**Problem description:** In the entries below, identify every line with the string "from" and copy it.

[Data section]

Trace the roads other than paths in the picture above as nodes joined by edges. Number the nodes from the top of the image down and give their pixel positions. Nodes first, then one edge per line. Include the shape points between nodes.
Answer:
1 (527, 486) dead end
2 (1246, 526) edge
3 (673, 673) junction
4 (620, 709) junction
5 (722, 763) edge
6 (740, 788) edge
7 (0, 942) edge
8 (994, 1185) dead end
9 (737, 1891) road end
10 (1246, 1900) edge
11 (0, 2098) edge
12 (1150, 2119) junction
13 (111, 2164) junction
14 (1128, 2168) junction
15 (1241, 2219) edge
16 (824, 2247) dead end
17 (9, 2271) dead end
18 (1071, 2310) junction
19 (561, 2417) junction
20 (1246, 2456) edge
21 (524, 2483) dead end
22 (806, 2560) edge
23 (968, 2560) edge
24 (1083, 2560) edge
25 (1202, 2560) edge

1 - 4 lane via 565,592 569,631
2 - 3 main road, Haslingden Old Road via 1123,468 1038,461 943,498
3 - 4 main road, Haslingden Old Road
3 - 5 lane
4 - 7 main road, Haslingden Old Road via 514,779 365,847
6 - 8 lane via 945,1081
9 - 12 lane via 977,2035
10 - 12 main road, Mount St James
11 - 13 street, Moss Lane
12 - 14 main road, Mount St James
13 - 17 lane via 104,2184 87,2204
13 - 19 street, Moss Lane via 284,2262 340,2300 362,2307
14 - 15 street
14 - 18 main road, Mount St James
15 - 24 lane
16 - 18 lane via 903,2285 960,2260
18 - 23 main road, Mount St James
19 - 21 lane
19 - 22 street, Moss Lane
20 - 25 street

[/Data section]
[Data section]

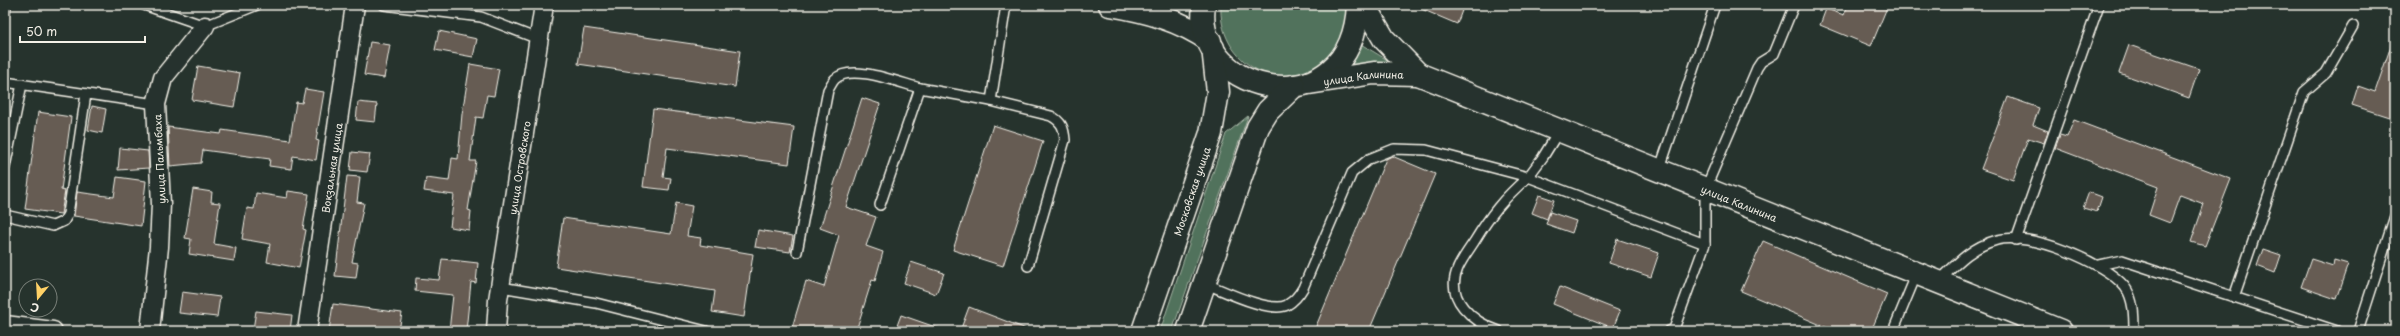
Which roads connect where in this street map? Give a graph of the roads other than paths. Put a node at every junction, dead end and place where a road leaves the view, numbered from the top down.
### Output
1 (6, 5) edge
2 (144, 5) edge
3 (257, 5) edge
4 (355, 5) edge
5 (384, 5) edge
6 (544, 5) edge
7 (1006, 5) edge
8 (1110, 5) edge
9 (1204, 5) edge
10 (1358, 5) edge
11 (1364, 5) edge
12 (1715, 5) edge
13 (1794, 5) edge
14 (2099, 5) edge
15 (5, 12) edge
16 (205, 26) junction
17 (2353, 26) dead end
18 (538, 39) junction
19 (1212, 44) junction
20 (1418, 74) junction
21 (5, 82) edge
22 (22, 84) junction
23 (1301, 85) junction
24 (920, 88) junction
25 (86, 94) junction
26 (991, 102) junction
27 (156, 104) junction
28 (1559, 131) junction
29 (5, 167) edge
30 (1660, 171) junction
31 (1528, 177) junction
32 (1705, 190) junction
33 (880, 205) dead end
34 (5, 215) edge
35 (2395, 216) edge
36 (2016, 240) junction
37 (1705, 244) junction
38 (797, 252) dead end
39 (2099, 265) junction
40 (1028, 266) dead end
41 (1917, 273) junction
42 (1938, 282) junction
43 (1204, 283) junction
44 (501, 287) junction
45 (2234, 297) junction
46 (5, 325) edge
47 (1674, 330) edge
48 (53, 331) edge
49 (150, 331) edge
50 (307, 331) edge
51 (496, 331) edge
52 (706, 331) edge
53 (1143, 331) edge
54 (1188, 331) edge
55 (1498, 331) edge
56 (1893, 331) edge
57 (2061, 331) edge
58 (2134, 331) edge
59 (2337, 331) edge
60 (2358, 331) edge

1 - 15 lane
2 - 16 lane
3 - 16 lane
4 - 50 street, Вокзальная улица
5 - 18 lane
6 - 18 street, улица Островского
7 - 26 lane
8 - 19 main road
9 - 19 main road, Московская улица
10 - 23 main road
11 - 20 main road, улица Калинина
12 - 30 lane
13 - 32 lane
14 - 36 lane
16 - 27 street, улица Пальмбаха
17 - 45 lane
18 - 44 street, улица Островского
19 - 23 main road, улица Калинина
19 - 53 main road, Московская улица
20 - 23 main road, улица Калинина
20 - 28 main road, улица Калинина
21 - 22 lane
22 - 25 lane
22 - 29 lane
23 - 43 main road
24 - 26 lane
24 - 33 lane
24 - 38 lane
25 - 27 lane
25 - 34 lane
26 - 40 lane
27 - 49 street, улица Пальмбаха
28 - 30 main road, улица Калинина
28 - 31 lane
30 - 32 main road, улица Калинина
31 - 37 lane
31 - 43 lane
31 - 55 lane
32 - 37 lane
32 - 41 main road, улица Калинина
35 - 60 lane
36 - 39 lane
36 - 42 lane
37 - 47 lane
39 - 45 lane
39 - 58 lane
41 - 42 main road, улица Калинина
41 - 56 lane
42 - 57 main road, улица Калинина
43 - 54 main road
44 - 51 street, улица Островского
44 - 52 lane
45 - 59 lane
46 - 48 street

[/Data section]

**Answer to this exercise:**
Trace the roads other than paths in the picture above as nodes joined by edges. Number the nodes from the top of the image down and give their pixel positions. Nodes first, then one edge per line. Include the shape points between nodes.
Which roads connect where in this street map? Give a graph of the roads other than paths. Put a node at every junction, dead end and place where a road leaves the view, numbered from the top down.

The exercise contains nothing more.